Never make the mistake of thinking an insurance company will make an offer in your favor. Their adjusters are trained at getting you to take the smallest amount possible and then to sign away your right to sue.
In every case we handle at Crockett Law, the at-fault party has insurance, but the jury is never allowed to know. We don’t think that is fair. You may feel sorry for the at-fault driver, company, or defendant because you think the person must pay out of pocket themselves. They don’t. In every case we handle, the insurance company pays for the at-fault party’s lawyers, court costs, and the verdict.

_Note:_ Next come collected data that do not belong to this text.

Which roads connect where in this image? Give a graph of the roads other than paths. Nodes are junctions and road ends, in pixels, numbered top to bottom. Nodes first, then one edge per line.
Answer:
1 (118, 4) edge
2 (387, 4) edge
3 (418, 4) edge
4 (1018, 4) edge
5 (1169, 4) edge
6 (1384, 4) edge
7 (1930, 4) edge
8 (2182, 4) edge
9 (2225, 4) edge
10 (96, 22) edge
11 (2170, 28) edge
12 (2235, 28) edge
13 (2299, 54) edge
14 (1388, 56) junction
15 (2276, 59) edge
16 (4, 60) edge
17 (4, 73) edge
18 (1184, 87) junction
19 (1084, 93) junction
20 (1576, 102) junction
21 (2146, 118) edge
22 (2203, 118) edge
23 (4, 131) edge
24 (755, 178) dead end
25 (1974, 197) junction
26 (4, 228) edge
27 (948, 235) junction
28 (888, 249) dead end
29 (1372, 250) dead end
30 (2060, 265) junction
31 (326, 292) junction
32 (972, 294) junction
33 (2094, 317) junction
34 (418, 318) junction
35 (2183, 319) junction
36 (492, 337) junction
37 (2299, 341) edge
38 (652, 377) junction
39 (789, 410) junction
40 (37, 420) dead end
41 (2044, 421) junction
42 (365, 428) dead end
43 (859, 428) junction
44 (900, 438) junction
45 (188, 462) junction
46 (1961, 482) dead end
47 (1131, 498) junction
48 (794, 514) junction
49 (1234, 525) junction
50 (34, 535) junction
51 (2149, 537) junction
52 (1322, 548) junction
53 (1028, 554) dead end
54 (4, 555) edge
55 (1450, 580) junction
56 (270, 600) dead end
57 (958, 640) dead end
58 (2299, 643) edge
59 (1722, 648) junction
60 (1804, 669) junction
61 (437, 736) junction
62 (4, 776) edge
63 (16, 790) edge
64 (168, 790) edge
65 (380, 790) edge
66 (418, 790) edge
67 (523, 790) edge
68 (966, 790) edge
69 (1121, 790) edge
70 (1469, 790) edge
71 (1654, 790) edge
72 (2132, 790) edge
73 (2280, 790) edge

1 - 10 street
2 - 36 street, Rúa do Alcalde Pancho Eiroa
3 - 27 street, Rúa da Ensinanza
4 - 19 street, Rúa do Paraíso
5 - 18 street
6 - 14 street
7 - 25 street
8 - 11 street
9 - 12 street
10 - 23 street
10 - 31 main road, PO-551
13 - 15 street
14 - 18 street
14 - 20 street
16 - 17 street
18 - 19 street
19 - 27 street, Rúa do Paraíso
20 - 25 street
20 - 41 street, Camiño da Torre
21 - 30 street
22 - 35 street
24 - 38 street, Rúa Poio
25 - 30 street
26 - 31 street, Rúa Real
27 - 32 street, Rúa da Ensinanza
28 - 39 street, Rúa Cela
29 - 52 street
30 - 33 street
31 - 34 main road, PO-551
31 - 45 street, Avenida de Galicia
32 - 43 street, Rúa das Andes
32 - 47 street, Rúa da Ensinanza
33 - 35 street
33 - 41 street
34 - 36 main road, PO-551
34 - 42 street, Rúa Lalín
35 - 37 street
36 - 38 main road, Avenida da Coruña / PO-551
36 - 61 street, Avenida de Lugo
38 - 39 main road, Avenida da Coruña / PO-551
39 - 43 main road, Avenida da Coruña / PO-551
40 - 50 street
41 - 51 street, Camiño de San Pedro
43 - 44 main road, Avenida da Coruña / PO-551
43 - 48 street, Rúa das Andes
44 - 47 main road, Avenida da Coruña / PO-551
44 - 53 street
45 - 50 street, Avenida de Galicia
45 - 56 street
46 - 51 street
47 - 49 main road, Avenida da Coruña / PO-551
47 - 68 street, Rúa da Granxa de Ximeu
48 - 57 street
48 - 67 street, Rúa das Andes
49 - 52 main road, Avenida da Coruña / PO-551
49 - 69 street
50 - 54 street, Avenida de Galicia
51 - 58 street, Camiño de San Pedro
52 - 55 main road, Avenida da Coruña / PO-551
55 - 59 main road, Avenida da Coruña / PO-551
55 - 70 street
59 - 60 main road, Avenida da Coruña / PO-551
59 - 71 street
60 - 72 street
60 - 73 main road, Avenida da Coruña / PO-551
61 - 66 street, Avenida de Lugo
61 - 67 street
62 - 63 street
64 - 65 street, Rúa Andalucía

It is extremely common for the insurance company to make a settlement offer that is less than 50% of the Plaintiff’s past medical costs. A Plaintiff may have $50,000 in past medical bills, but the maximum offer the insurance company makes is $25,000. Under this scenario, the Plaintiff will actually end up owing the hospital, doctors, medical providers, or even their own health insurance company. Once a lawsuit is filed, the at-fault party’s insurance company selects the law firm to defend the case. The insurance company pays the law firm directly. Most people are surprised to learn that the at-fault party has no say in the insurance company’s decision to settle, or for how much. Most at-fault parties are shocked to find out that they were sued because the insurance company refused to pay for the past medical bills and expenses.
Insurance companies do not settle cases based on what the cases are actually worth. Instead, they base settlements on bias, sympathy and prejudices. Meaning, if the insurance company learns there are factors that could cause a jury to be biased against the Plaintiff, or to have sympathy for the Defendant the insurance company will make a “low-ball” or “zero offer” instead of paying what the actual injuries are worth.